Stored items
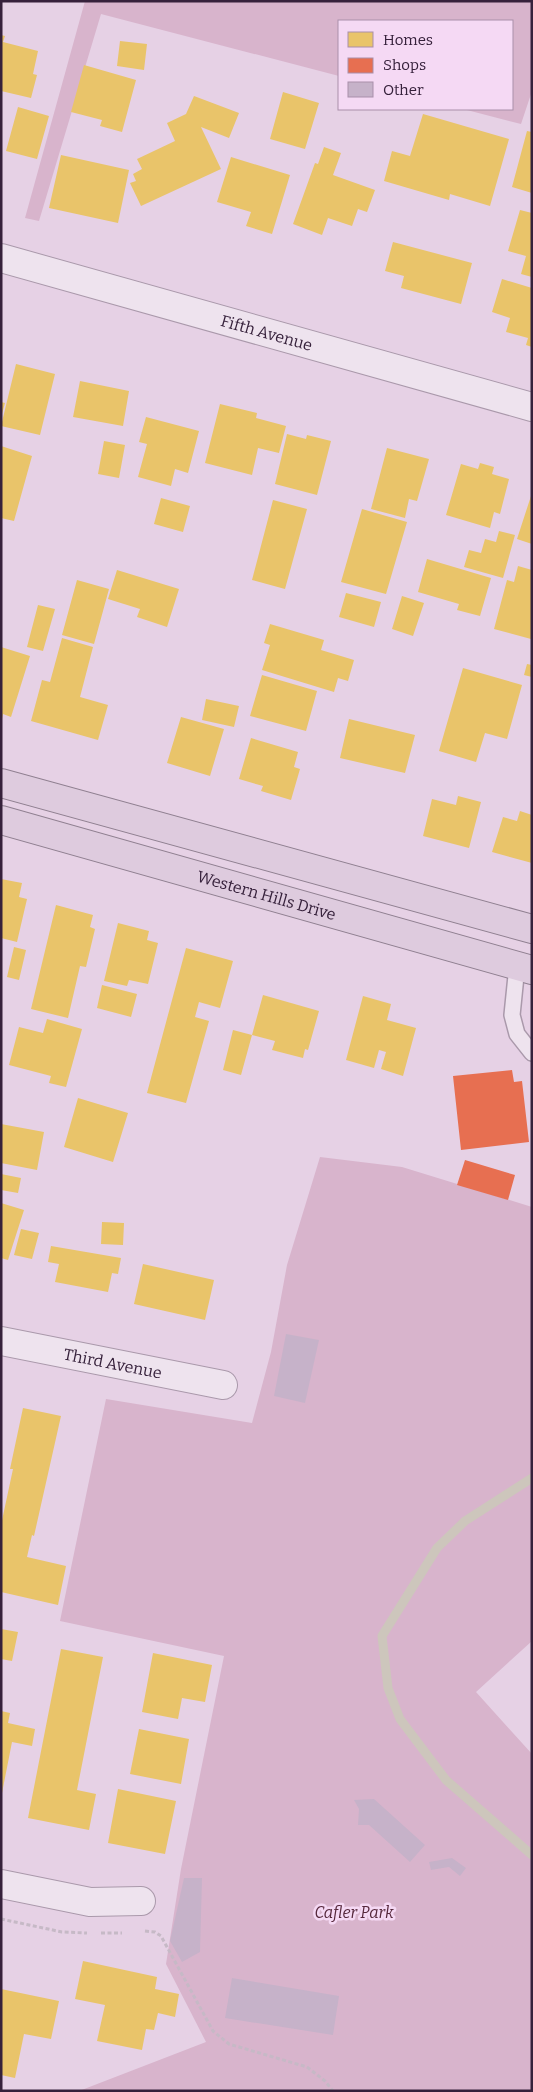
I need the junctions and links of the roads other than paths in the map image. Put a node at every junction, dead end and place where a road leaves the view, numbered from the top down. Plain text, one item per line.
1 (1, 258) edge
2 (532, 407) edge
3 (1, 783) edge
4 (1, 820) edge
5 (532, 929) edge
6 (524, 968) edge
7 (532, 1053) edge
8 (1, 1341) edge
9 (223, 1385) dead end
10 (1, 1884) edge
11 (141, 1901) dead end

1 - 2 street, Fifth Avenue
3 - 5 highway
4 - 6 highway, Western Hills Drive
6 - 7 lane
8 - 9 street, Third Avenue
10 - 11 street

*Work request*
Copy out all the data exactly. No images belong in the copy.

*Finished task*
I need the junctions and links of the roads other than paths in the map image. Put a node at every junction, dead end and place where a road leaves the view, numbered from the top down. Plain text, one item per line.
1 (1, 258) edge
2 (532, 407) edge
3 (1, 783) edge
4 (1, 820) edge
5 (532, 929) edge
6 (524, 968) edge
7 (532, 1053) edge
8 (1, 1341) edge
9 (223, 1385) dead end
10 (1, 1884) edge
11 (141, 1901) dead end

1 - 2 street, Fifth Avenue
3 - 5 highway
4 - 6 highway, Western Hills Drive
6 - 7 lane
8 - 9 street, Third Avenue
10 - 11 street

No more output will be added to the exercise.